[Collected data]
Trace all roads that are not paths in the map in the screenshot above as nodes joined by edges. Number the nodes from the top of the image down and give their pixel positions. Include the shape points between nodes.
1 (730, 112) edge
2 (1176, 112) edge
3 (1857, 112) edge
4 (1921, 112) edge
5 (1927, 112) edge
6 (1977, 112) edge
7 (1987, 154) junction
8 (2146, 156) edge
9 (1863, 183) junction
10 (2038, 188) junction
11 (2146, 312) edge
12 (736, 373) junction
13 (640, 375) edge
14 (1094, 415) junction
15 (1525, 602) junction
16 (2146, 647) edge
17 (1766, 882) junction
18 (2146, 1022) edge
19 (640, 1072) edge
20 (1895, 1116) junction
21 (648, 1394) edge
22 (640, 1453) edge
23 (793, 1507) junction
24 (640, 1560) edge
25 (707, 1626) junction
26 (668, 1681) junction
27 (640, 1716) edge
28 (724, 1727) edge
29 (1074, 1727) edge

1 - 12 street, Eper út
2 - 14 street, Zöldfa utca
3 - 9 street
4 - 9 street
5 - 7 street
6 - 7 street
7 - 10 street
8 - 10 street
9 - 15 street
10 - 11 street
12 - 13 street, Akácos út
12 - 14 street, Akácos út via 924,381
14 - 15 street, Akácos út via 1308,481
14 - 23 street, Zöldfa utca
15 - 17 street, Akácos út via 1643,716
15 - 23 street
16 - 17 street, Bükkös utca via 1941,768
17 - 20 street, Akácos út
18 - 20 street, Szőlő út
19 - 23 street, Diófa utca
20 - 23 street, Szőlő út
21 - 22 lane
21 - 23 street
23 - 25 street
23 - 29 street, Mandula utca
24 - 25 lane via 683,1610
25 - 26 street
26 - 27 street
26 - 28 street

### Work task
Retype the records in full. Keep every line identical to the original.

### The answer
Trace all roads that are not paths in the map in the screenshot above as nodes joined by edges. Number the nodes from the top of the image down and give their pixel positions. Include the shape points between nodes.
1 (730, 112) edge
2 (1176, 112) edge
3 (1857, 112) edge
4 (1921, 112) edge
5 (1927, 112) edge
6 (1977, 112) edge
7 (1987, 154) junction
8 (2146, 156) edge
9 (1863, 183) junction
10 (2038, 188) junction
11 (2146, 312) edge
12 (736, 373) junction
13 (640, 375) edge
14 (1094, 415) junction
15 (1525, 602) junction
16 (2146, 647) edge
17 (1766, 882) junction
18 (2146, 1022) edge
19 (640, 1072) edge
20 (1895, 1116) junction
21 (648, 1394) edge
22 (640, 1453) edge
23 (793, 1507) junction
24 (640, 1560) edge
25 (707, 1626) junction
26 (668, 1681) junction
27 (640, 1716) edge
28 (724, 1727) edge
29 (1074, 1727) edge

1 - 12 street, Eper út
2 - 14 street, Zöldfa utca
3 - 9 street
4 - 9 street
5 - 7 street
6 - 7 street
7 - 10 street
8 - 10 street
9 - 15 street
10 - 11 street
12 - 13 street, Akácos út
12 - 14 street, Akácos út via 924,381
14 - 15 street, Akácos út via 1308,481
14 - 23 street, Zöldfa utca
15 - 17 street, Akácos út via 1643,716
15 - 23 street
16 - 17 street, Bükkös utca via 1941,768
17 - 20 street, Akácos út
18 - 20 street, Szőlő út
19 - 23 street, Diófa utca
20 - 23 street, Szőlő út
21 - 22 lane
21 - 23 street
23 - 25 street
23 - 29 street, Mandula utca
24 - 25 lane via 683,1610
25 - 26 street
26 - 27 street
26 - 28 street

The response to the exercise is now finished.